**Raw data:**

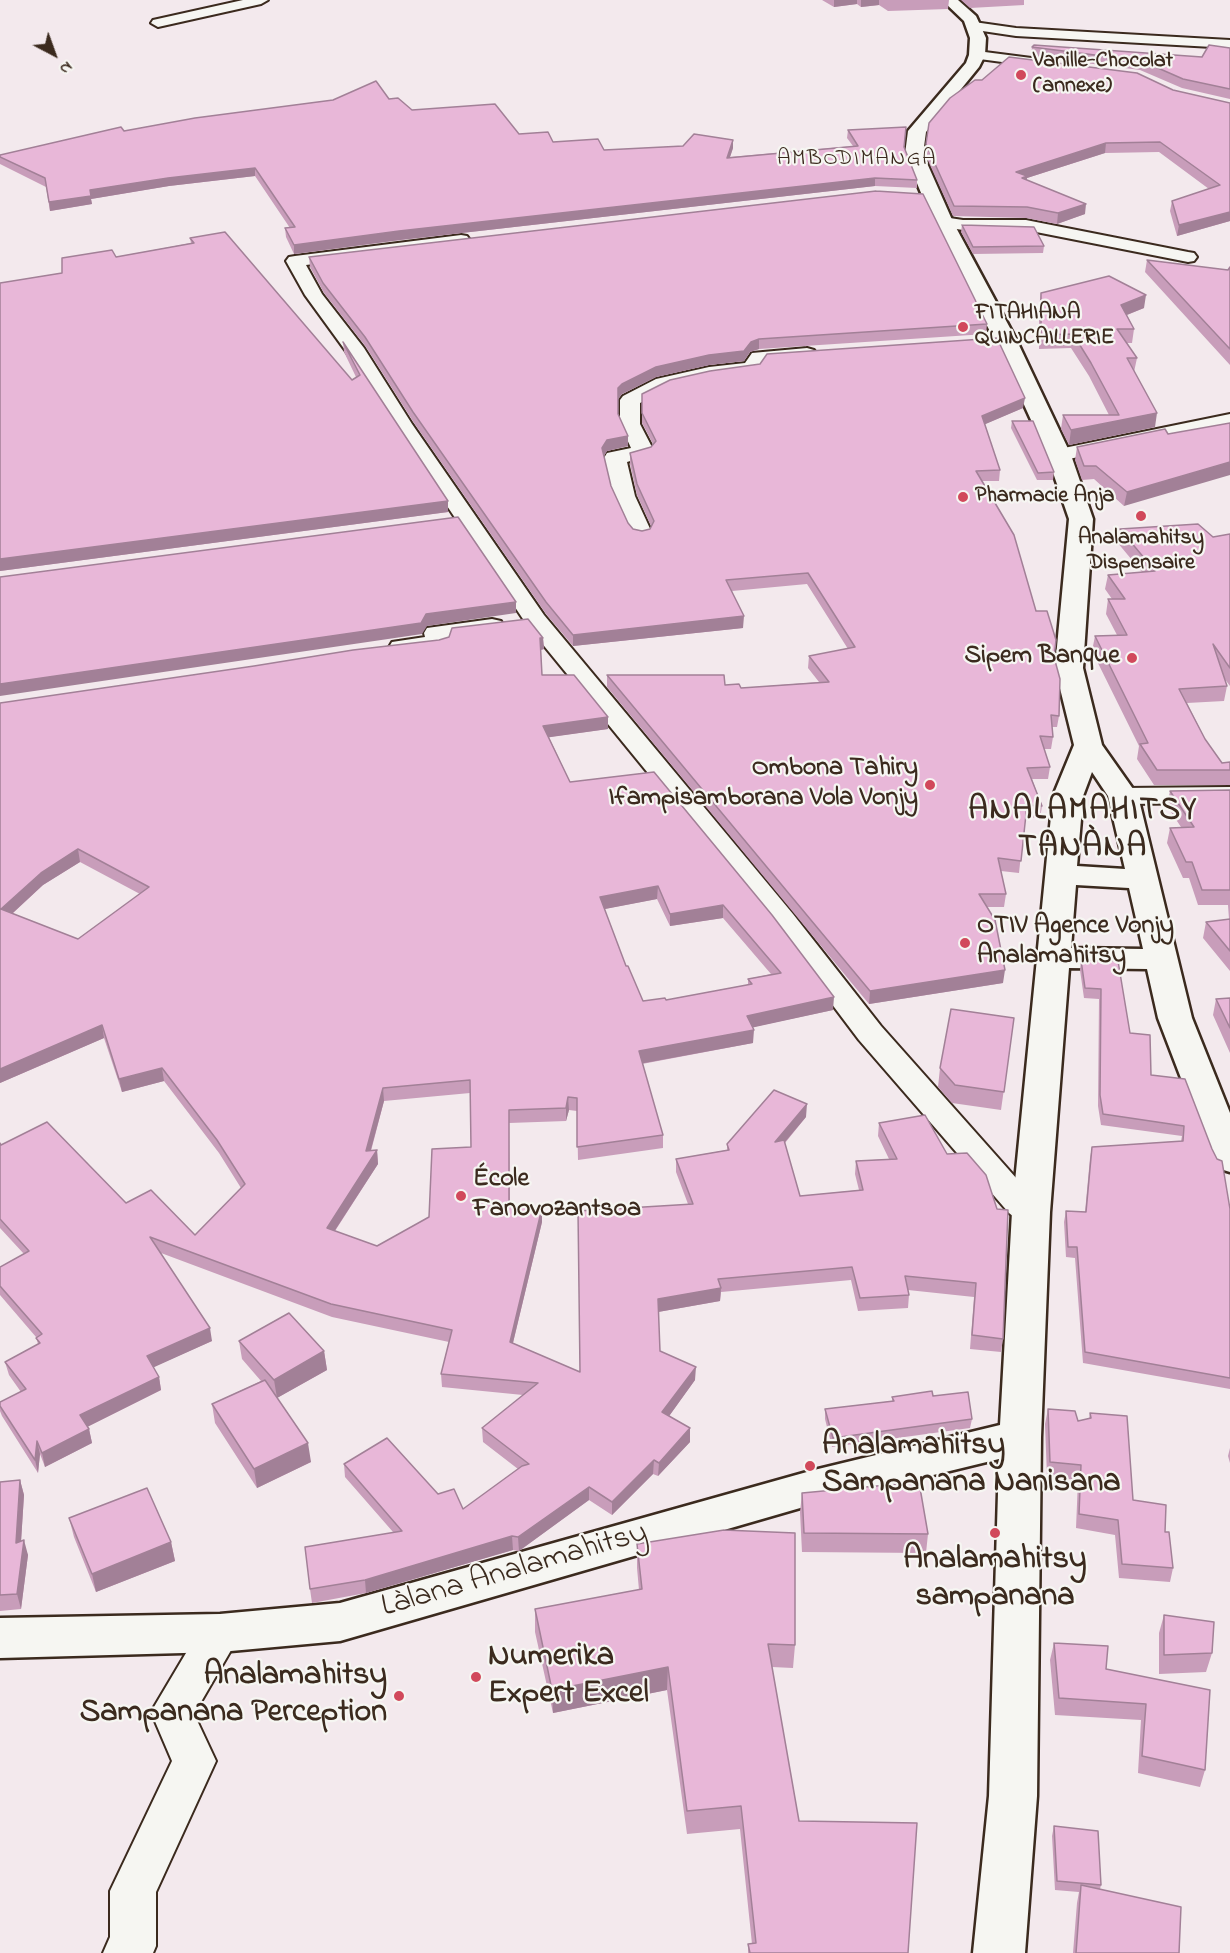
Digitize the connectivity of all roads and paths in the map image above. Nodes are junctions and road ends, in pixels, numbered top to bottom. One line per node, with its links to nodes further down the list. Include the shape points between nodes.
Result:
1 (261, 0): 3 (street)
2 (950, 0): 4 (main road)
3 (159, 23)
4 (974, 26): 5 (street, via 1016,32); 6 (main road)
5 (1230, 44)
6 (977, 56): 7 (street); 8 (main road, via 917,131 914,154 921,195)
7 (1060, 66)
8 (943, 222): 10 (street, via 1026,225); 11 (main road)
9 (481, 238): 16 (street, via 295,261)
10 (1188, 257)
11 (1006, 341): 12 (street); 15 (main road)
12 (982, 343)
13 (830, 352): 18 (street, via 759,357 752,368 663,383 630,400 630,424 643,451 615,458 624,496)
14 (1230, 420): 15 (street)
15 (1059, 455): 21 (main road, via 1080,519 1069,668)
16 (466, 519): 17 (street); 19 (street)
17 (442, 522)
18 (641, 533)
19 (535, 620): 20 (street, via 436,633 439,642); 30 (street, via 783,920 870,1033)
20 (375, 649)
21 (1088, 745): 23 (main road); 24 (main road)
22 (1230, 795): 24 (street)
23 (1068, 796): 24 (main road); 25 (main road)
24 (1123, 796): 26 (main road)
25 (1061, 875): 26 (main road); 27 (main road)
26 (1142, 879): 28 (main road)
27 (1054, 958): 28 (main road); 30 (main road)
28 (1161, 959): 29 (main road, via 1175,1018)
29 (1230, 1159)
30 (1031, 1212): 31 (main road)
31 (1020, 1437): 32 (main road, Làlana Analamahitsy, via 814,1487 340,1622); 35 (main road, via 1012,1796)
32 (220, 1634): 33 (main road, Làlana Analamahitsy); 34 (street, via 172,1712 194,1761 133,1891 133,1946)
33 (0, 1638)
34 (126, 1953)
35 (999, 1953)

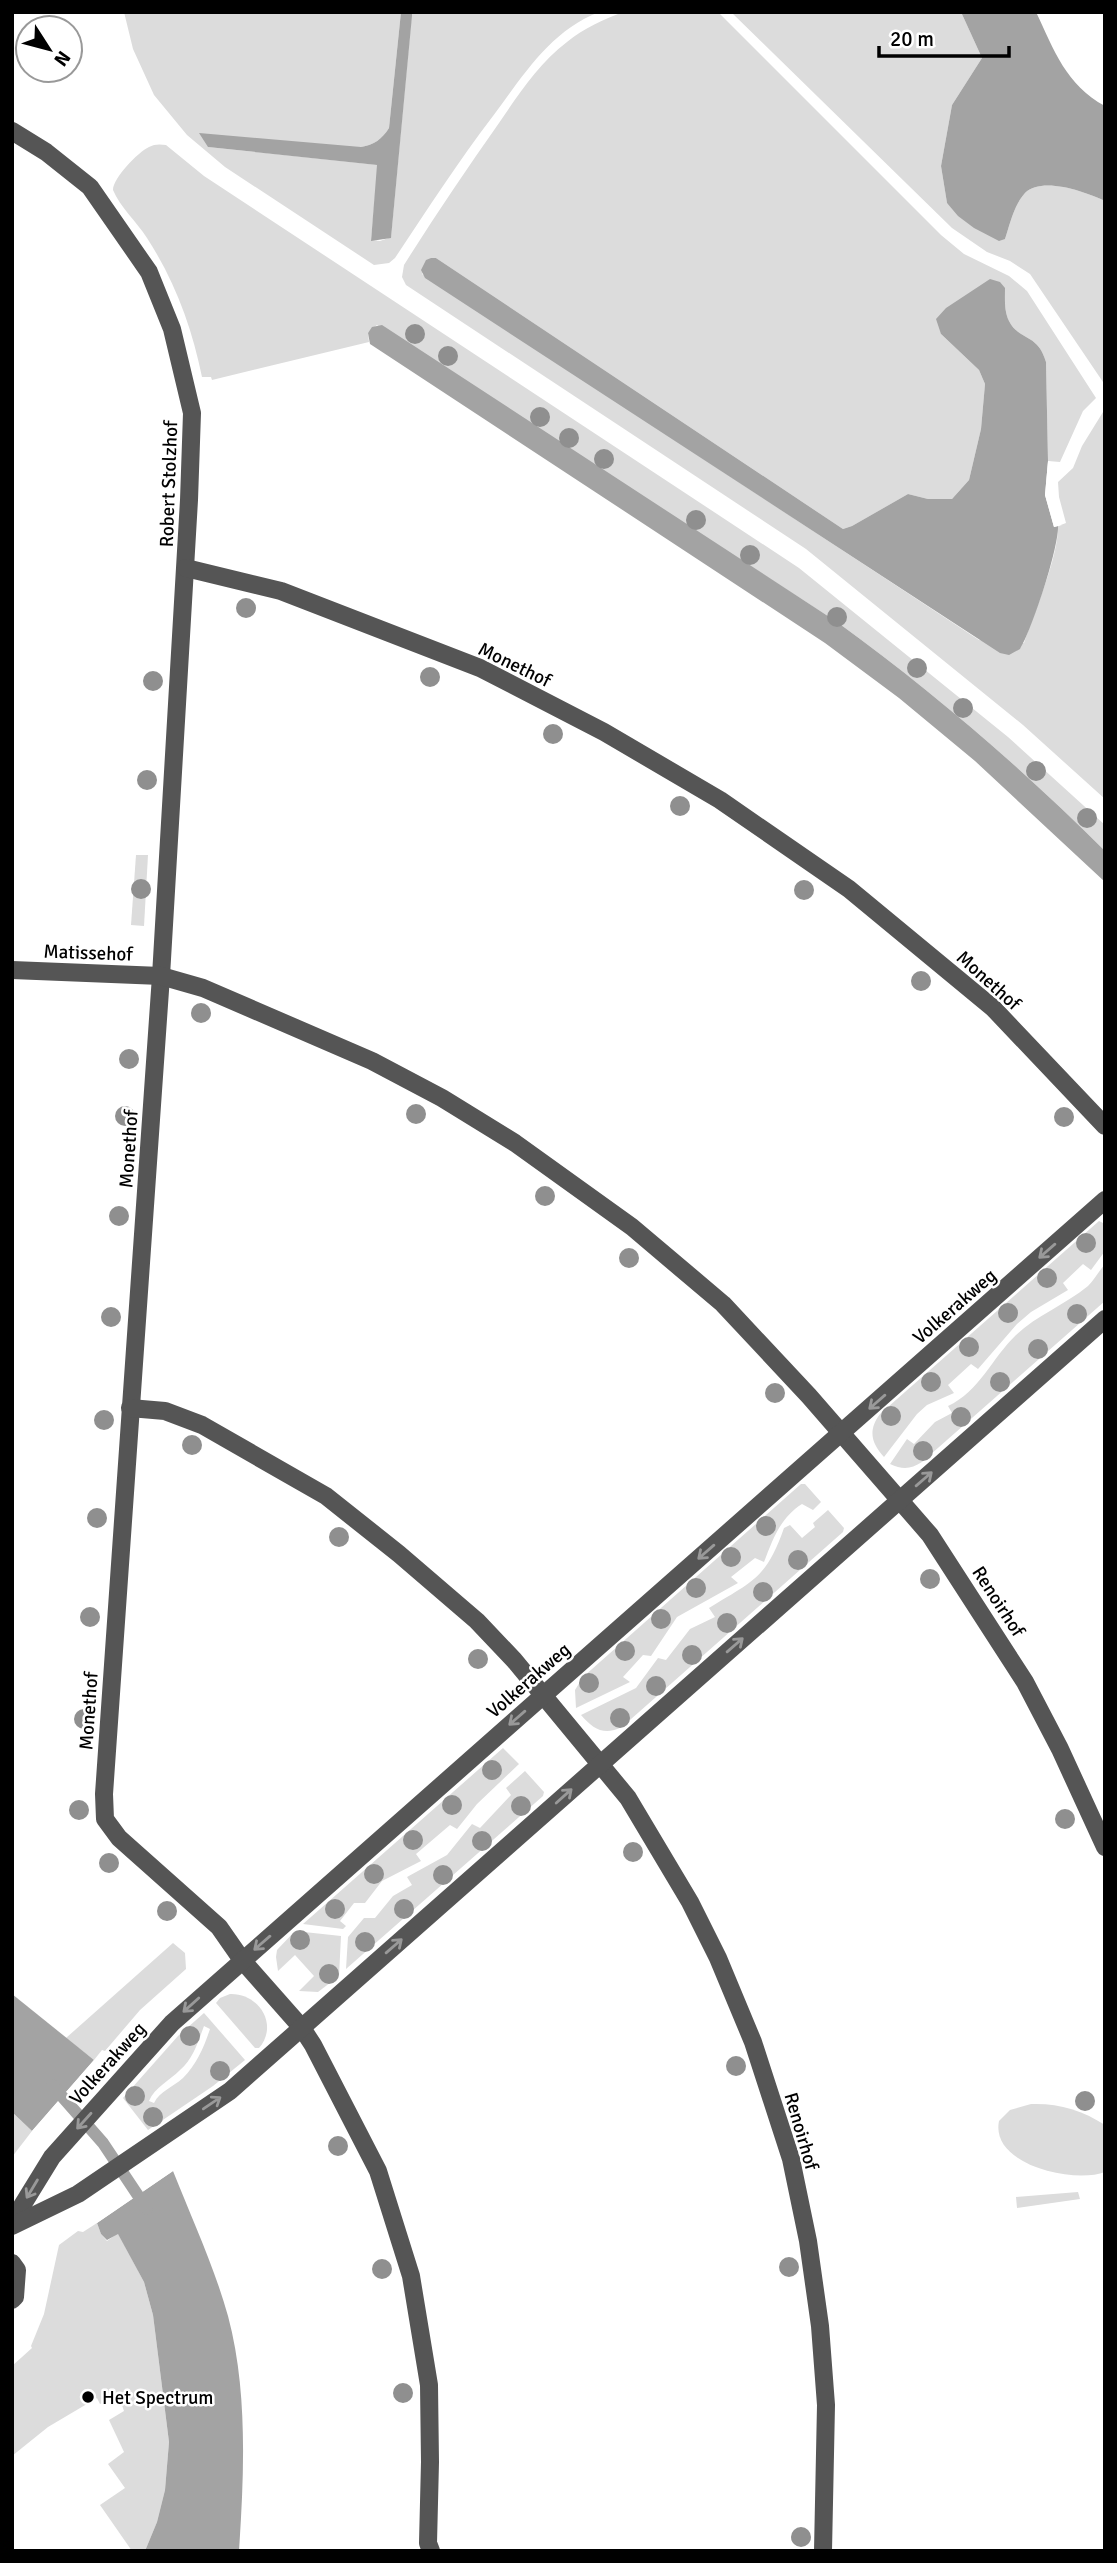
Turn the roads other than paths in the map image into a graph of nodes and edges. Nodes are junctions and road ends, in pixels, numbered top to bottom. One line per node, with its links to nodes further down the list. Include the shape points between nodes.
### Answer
1 (12, 131): 2 (street, Robert Stolzhof, via 90,187 149,272 172,329 192,413)
2 (186, 568): 4 (street, Monethof); 5 (street, Monethof, via 281,591 480,668 604,732 720,800 849,889 993,1009)
3 (12, 970): 4 (street, Matissehof)
4 (161, 976): 8 (street, Monethof); 9 (street, via 203,988 372,1062 515,1143 632,1227 723,1304)
5 (1105, 1126)
6 (1105, 1200): 9 (street, Volkerakweg, one-way to 9)
7 (1105, 1319): 10 (street, Volkerakweg, one-way to 7)
8 (130, 1408): 11 (street, via 165,1411 202,1425 326,1496 477,1621); 14 (street, Monethof, via 105,1819 119,1838 219,1927)
9 (842, 1432): 10 (street, Renoirhof); 11 (street, Volkerakweg, one-way to 11)
10 (900, 1500): 12 (street, Volkerakweg, one-way to 10); 13 (street, Renoirhof, via 930,1535 1025,1682)
11 (543, 1695): 12 (street, Renoirhof); 14 (street, Volkerakweg, one-way to 14)
12 (600, 1764): 15 (street, Volkerakweg, one-way to 12); 20 (street, Renoirhof, via 628,1798 718,1958 753,2042 791,2160 820,2326 826,2405)
13 (1105, 1847)
14 (242, 1960): 15 (street); 16 (street, Volkerakweg, one-way to 16, via 172,2023 52,2157)
15 (302, 2028): 16 (street, Volkerakweg, one-way to 15, via 78,2194 156,2142 230,2091); 19 (street, via 378,2171 411,2276 429,2385)
16 (12, 2224)
17 (12, 2263): 18 (street, via 17,2270)
18 (12, 2300)
19 (431, 2551)
20 (823, 2551)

**Activity:** Run a filter over the data above and keep each line that contains the word "roads".

**Output for this task:**
Digitize the connectivity of all roads and paths in the map image above. Nodes are junctions and road ends, in pixels, numbered top to bottom. One line per node, with its links to nodes further down the list. Include the shape points between nodes.
Turn the roads other than paths in the map image into a graph of nodes and edges. Nodes are junctions and road ends, in pixels, numbered top to bottom. One line per node, with its links to nodes further down the list. Include the shape points between nodes.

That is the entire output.